• **Dataset entries**
------------------------------------------------------------------------
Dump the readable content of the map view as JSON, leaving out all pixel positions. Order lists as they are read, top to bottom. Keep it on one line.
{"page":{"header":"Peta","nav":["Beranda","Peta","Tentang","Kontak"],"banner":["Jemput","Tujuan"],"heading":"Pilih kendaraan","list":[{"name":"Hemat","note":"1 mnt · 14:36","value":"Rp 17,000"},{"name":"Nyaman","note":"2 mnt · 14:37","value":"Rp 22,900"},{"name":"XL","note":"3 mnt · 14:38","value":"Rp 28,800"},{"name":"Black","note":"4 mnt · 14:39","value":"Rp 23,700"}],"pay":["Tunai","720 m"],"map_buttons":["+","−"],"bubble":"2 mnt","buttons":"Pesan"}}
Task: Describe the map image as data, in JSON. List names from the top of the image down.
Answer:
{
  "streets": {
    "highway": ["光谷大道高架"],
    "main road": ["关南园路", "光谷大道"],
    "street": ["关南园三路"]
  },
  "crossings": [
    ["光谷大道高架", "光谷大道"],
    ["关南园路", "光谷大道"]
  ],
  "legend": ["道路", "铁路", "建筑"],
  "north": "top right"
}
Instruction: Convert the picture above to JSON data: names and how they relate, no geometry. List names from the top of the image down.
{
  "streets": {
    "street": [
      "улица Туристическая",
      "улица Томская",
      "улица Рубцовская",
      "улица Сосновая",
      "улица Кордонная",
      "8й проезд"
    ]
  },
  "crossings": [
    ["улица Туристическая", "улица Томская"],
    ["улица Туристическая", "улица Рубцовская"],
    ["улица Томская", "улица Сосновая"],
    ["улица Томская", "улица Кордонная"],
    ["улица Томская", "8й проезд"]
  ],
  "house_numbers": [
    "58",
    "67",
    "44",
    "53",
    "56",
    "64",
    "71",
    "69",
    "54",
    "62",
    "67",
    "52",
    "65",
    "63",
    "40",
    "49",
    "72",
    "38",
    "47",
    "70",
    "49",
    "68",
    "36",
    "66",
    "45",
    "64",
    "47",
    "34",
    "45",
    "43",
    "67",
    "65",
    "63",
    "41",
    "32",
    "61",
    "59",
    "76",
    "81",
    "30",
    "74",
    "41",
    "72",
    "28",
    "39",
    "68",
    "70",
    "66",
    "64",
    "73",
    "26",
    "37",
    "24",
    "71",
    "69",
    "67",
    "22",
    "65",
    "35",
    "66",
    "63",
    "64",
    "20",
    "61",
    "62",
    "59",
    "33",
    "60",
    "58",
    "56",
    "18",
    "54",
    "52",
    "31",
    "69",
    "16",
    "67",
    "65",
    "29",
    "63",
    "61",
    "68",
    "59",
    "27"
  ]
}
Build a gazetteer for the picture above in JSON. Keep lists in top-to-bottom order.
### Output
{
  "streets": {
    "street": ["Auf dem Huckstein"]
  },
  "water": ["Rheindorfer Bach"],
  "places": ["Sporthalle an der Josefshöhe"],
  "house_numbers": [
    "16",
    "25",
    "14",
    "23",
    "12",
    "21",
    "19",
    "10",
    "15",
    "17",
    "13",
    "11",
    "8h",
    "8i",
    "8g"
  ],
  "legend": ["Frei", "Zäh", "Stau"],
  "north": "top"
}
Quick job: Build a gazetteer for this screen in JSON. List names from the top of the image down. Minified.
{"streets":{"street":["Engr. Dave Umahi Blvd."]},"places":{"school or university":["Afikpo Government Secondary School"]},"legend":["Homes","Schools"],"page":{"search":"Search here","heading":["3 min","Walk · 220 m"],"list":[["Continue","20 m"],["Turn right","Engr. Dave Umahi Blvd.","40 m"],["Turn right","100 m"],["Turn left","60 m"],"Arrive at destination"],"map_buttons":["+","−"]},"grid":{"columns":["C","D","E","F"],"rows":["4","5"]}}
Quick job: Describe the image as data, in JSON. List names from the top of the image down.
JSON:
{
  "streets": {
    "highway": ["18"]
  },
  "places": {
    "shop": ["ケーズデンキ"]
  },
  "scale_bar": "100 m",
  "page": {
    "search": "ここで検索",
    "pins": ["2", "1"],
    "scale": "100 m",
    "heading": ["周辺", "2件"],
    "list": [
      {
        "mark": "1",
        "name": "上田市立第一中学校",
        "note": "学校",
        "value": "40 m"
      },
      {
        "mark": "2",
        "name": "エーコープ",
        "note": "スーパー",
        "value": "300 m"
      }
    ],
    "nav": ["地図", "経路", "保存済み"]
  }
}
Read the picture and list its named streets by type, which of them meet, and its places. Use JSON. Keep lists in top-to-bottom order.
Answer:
------------------------------------------------------------------------
• **Your objective**
Your output must be an exact copy of every entry.

• **Response area**
Dump the readable content of the map view as JSON, leaving out all pixel positions. Order lists as they are read, top to bottom. Keep it on one line.
{"page":{"header":"Peta","nav":["Beranda","Peta","Tentang","Kontak"],"banner":["Jemput","Tujuan"],"heading":"Pilih kendaraan","list":[{"name":"Hemat","note":"1 mnt · 14:36","value":"Rp 17,000"},{"name":"Nyaman","note":"2 mnt · 14:37","value":"Rp 22,900"},{"name":"XL","note":"3 mnt · 14:38","value":"Rp 28,800"},{"name":"Black","note":"4 mnt · 14:39","value":"Rp 23,700"}],"pay":["Tunai","720 m"],"map_buttons":["+","−"],"bubble":"2 mnt","buttons":"Pesan"}}
Task: Describe the map image as data, in JSON. List names from the top of the image down.
Answer:
{
  "streets": {
    "highway": ["光谷大道高架"],
    "main road": ["关南园路", "光谷大道"],
    "street": ["关南园三路"]
  },
  "crossings": [
    ["光谷大道高架", "光谷大道"],
    ["关南园路", "光谷大道"]
  ],
  "legend": ["道路", "铁路", "建筑"],
  "north": "top right"
}
Instruction: Convert the picture above to JSON data: names and how they relate, no geometry. List names from the top of the image down.
{
  "streets": {
    "street": [
      "улица Туристическая",
      "улица Томская",
      "улица Рубцовская",
      "улица Сосновая",
      "улица Кордонная",
      "8й проезд"
    ]
  },
  "crossings": [
    ["улица Туристическая", "улица Томская"],
    ["улица Туристическая", "улица Рубцовская"],
    ["улица Томская", "улица Сосновая"],
    ["улица Томская", "улица Кордонная"],
    ["улица Томская", "8й проезд"]
  ],
  "house_numbers": [
    "58",
    "67",
    "44",
    "53",
    "56",
    "64",
    "71",
    "69",
    "54",
    "62",
    "67",
    "52",
    "65",
    "63",
    "40",
    "49",
    "72",
    "38",
    "47",
    "70",
    "49",
    "68",
    "36",
    "66",
    "45",
    "64",
    "47",
    "34",
    "45",
    "43",
    "67",
    "65",
    "63",
    "41",
    "32",
    "61",
    "59",
    "76",
    "81",
    "30",
    "74",
    "41",
    "72",
    "28",
    "39",
    "68",
    "70",
    "66",
    "64",
    "73",
    "26",
    "37",
    "24",
    "71",
    "69",
    "67",
    "22",
    "65",
    "35",
    "66",
    "63",
    "64",
    "20",
    "61",
    "62",
    "59",
    "33",
    "60",
    "58",
    "56",
    "18",
    "54",
    "52",
    "31",
    "69",
    "16",
    "67",
    "65",
    "29",
    "63",
    "61",
    "68",
    "59",
    "27"
  ]
}
Build a gazetteer for the picture above in JSON. Keep lists in top-to-bottom order.
### Output
{
  "streets": {
    "street": ["Auf dem Huckstein"]
  },
  "water": ["Rheindorfer Bach"],
  "places": ["Sporthalle an der Josefshöhe"],
  "house_numbers": [
    "16",
    "25",
    "14",
    "23",
    "12",
    "21",
    "19",
    "10",
    "15",
    "17",
    "13",
    "11",
    "8h",
    "8i",
    "8g"
  ],
  "legend": ["Frei", "Zäh", "Stau"],
  "north": "top"
}
Quick job: Build a gazetteer for this screen in JSON. List names from the top of the image down. Minified.
{"streets":{"street":["Engr. Dave Umahi Blvd."]},"places":{"school or university":["Afikpo Government Secondary School"]},"legend":["Homes","Schools"],"page":{"search":"Search here","heading":["3 min","Walk · 220 m"],"list":[["Continue","20 m"],["Turn right","Engr. Dave Umahi Blvd.","40 m"],["Turn right","100 m"],["Turn left","60 m"],"Arrive at destination"],"map_buttons":["+","−"]},"grid":{"columns":["C","D","E","F"],"rows":["4","5"]}}
Quick job: Describe the image as data, in JSON. List names from the top of the image down.
JSON:
{
  "streets": {
    "highway": ["18"]
  },
  "places": {
    "shop": ["ケーズデンキ"]
  },
  "scale_bar": "100 m",
  "page": {
    "search": "ここで検索",
    "pins": ["2", "1"],
    "scale": "100 m",
    "heading": ["周辺", "2件"],
    "list": [
      {
        "mark": "1",
        "name": "上田市立第一中学校",
        "note": "学校",
        "value": "40 m"
      },
      {
        "mark": "2",
        "name": "エーコープ",
        "note": "スーパー",
        "value": "300 m"
      }
    ],
    "nav": ["地図", "経路", "保存済み"]
  }
}
Read the picture and list its named streets by type, which of them meet, and its places. Use JSON. Keep lists in top-to-bottom order.
Answer:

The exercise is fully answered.